Project Design Doc
[Project name] - scope of work, architecture, and open questions. This document has three parts: the Scope of Work (below), what the client sees when the product ships, and how it works under the hood.
Phase 1 - V1 (current scope) V1
Rough shape: ~3 weeks end to end.
V1 delivers the full member-facing product on the full content library. It exists to prove that members will use it and that the anti-hallucination guarantee holds up under real queries.
Success criteria
- Members can ask questions and get grounded, video-cited answers on the full library.
- Members can browse the catalog by every important facet (practice area, sub-area, state approval, format, date, popularity) and find programs quickly.
- The product is embedded in the members' site behind proper membership gating; non-members see a teaser and get upsold.
- The evaluation harness reports the retrieval hit-rate and grounding score, and we have improved both to an agreed-upon bar.
- The client can sign off on a demo acceptance script before V2 starts.
Workstream 1.1 - Setup, infrastructure & migration
- Access, scope lock, and handoff - collect access to the current system (repo, app, existing vendors, content platform, video store, designs, content sample); lock the V1 win condition and deadline; run a knowledge-transfer session with the departing developer.
- Migration off the current RAG vendor - export the transcripts, chunks, and metadata before the current vendor goes offline; stand up our own catalog + vector store so nothing depends on the outgoing vendor after the cutover.
- Single secure cloud environment - Container Apps + Postgres (catalog + pgvector) + managed Redis + queue + blob storage + secret store + private networking + CI/CD + basic monitoring and budget alerts. Single environment, not multi-region.

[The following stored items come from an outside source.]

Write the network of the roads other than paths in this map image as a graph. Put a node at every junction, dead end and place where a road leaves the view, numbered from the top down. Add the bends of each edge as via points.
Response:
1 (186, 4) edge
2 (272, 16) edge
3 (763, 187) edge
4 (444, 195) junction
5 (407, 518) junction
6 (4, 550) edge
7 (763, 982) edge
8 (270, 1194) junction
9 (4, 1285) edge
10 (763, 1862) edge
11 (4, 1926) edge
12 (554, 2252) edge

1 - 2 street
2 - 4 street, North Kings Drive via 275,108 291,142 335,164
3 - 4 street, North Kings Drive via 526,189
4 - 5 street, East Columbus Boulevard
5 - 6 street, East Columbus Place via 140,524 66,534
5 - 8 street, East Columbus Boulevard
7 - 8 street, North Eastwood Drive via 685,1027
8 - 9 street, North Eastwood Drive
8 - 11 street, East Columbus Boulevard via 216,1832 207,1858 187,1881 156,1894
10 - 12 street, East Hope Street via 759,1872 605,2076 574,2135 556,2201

- Content pipeline over the full library - extract, transcribe with diarization, resolve speakers to named attorneys, chunk with timecodes, tag, embed, and index every program.
- Retrieval + RAG backbone - the embedding + hybrid search + re-rank + grounded reasoning stack, plus SSE streaming for the member-facing answer.
- Auth + three-tier gating foundation - the token handshake between the members' site and the embedded app; entitlement checks; signed video URLs; the public / teaser / member boundary enforced server-side.
- Operator console - internal UI for the human-in-the-loop steps (speaker verification, tag corrections, content review).
Workstream 1.2 - Member-facing UI
- Embed + the 4-panel answer - iframe embed with the token handshake; the four-panel answer streaming token by token; single and multi-clip answer variants; core states (loading, streaming, teaser, no-source, error); link out to program materials.
- Hybrid search UI - faceted browse with counts and subcategorization; keyword and semantic search; live and replay content featured first; the narrowing UX (subtopic chips, "tell us more" flow).
- Video playback + upgrade moment - seek-and-play a range via signed URLs; the teaser-to-upgrade paywall UX.
Workstream 1.3 - Testing, quality & the refinement loop
- Initial eval set - build the first set of real attorney queries + expected results with client input; this becomes the ground truth we score against.
- Refinement loop - score retrieval hit-rate + grounding, tune prompts / chunking / tags / re-rank, repeat until we hit the agreed quality bar.
- Grounding + safety - citation check, no-source fallback, "not legal advice" disclaimer placement.
- QA + basic telemetry - QA the three-tier gating, the streaming and resume behavior, and the entire member journey; ship basic telemetry (queries, clip plays, teaser hits, upgrades).